## What the exercise asks
Look below and pull out each line with the word "Bahabey".

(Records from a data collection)
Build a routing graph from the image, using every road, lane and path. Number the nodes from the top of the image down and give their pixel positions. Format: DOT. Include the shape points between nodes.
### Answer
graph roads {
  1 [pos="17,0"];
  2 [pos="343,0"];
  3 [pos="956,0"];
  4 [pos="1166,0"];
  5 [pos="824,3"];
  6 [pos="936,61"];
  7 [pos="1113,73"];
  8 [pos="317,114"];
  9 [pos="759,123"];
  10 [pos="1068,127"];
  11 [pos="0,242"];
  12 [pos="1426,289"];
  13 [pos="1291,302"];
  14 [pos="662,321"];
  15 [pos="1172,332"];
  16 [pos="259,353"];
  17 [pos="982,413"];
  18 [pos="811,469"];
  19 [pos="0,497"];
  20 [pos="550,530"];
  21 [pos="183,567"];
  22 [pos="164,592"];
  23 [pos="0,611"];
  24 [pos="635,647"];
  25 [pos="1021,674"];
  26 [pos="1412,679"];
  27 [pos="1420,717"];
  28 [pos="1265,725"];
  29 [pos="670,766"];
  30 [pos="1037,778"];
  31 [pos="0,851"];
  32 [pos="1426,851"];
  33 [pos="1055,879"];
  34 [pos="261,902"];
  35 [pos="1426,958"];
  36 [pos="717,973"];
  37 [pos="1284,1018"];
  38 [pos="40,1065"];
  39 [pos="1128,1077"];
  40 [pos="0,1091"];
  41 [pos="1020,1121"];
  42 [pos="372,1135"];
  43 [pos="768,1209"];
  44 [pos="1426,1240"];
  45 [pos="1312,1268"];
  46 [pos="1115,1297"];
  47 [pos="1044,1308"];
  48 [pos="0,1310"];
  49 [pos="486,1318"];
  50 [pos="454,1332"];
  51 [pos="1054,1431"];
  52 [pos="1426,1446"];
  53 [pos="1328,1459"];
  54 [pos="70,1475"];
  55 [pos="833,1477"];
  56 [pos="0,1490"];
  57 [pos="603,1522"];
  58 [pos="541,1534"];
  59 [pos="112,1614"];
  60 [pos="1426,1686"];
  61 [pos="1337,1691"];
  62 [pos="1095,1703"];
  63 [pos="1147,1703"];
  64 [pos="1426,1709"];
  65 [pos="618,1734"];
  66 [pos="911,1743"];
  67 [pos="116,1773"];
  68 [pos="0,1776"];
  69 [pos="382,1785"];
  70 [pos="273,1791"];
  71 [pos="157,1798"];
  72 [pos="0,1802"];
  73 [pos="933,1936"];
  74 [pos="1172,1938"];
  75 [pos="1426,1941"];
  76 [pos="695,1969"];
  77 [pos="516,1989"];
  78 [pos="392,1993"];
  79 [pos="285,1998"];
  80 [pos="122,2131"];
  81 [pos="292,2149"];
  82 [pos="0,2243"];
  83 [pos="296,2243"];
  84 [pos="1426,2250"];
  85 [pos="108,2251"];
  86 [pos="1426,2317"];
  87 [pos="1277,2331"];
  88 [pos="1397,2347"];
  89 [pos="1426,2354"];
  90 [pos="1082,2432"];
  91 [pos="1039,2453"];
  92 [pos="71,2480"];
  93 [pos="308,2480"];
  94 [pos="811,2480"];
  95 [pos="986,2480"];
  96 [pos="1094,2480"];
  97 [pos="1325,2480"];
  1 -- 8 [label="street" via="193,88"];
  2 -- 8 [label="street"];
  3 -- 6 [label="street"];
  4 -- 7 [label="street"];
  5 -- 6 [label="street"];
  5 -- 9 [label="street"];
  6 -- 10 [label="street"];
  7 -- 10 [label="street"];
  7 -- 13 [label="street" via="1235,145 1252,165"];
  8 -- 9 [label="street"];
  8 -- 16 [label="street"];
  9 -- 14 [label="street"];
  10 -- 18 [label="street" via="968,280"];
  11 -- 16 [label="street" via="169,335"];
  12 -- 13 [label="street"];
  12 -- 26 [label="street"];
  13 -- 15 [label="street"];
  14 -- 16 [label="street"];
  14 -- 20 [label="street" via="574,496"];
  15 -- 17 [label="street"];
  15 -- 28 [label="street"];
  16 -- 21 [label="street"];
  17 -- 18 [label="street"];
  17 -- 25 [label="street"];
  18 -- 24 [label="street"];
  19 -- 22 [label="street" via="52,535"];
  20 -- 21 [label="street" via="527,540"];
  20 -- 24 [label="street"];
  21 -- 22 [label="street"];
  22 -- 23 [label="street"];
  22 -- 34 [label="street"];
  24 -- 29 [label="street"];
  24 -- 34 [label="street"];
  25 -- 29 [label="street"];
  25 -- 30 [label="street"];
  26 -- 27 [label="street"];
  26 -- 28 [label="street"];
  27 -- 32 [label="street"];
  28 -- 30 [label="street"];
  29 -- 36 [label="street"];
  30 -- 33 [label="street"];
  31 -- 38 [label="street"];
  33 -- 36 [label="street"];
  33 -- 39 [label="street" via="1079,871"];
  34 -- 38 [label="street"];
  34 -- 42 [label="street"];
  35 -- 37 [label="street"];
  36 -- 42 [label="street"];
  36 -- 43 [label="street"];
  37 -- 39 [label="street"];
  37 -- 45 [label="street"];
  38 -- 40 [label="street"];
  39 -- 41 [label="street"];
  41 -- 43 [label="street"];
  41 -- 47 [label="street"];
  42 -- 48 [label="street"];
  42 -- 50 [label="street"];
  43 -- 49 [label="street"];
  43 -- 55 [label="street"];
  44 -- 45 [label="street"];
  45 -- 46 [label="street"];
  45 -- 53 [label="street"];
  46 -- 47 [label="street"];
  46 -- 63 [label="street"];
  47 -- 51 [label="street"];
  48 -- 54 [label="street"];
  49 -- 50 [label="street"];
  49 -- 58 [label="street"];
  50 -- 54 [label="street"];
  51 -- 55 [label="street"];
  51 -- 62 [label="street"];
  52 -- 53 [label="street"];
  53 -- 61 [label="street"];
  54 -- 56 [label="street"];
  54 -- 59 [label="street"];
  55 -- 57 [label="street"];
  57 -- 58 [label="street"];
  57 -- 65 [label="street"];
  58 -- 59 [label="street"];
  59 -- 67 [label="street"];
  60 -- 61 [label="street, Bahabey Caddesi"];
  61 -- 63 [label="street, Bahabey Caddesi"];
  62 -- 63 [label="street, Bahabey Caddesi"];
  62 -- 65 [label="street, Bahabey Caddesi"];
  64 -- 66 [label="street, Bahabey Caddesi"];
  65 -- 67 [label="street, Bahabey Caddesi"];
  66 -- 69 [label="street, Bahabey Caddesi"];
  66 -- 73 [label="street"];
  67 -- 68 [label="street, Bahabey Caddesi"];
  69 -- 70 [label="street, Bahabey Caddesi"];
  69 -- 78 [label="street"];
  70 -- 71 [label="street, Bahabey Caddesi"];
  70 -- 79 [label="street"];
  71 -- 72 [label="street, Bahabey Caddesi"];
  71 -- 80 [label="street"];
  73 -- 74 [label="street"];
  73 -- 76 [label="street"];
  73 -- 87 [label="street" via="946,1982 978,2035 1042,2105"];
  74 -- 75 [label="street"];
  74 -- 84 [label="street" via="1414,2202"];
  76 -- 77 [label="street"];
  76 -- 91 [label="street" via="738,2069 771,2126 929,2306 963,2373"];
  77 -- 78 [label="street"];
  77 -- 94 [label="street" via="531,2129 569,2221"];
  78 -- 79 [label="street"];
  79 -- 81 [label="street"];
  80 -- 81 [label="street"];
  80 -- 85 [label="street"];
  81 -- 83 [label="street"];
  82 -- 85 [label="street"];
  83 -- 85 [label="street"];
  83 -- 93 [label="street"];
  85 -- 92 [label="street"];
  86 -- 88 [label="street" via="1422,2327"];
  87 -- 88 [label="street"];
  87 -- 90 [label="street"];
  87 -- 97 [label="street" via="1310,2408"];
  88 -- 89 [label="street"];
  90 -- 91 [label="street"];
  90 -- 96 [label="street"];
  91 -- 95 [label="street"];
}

## Result
  60 -- 61 [label="street, Bahabey Caddesi"];
  61 -- 63 [label="street, Bahabey Caddesi"];
  62 -- 63 [label="street, Bahabey Caddesi"];
  62 -- 65 [label="street, Bahabey Caddesi"];
  64 -- 66 [label="street, Bahabey Caddesi"];
  65 -- 67 [label="street, Bahabey Caddesi"];
  66 -- 69 [label="street, Bahabey Caddesi"];
  67 -- 68 [label="street, Bahabey Caddesi"];
  69 -- 70 [label="street, Bahabey Caddesi"];
  70 -- 71 [label="street, Bahabey Caddesi"];
  71 -- 72 [label="street, Bahabey Caddesi"];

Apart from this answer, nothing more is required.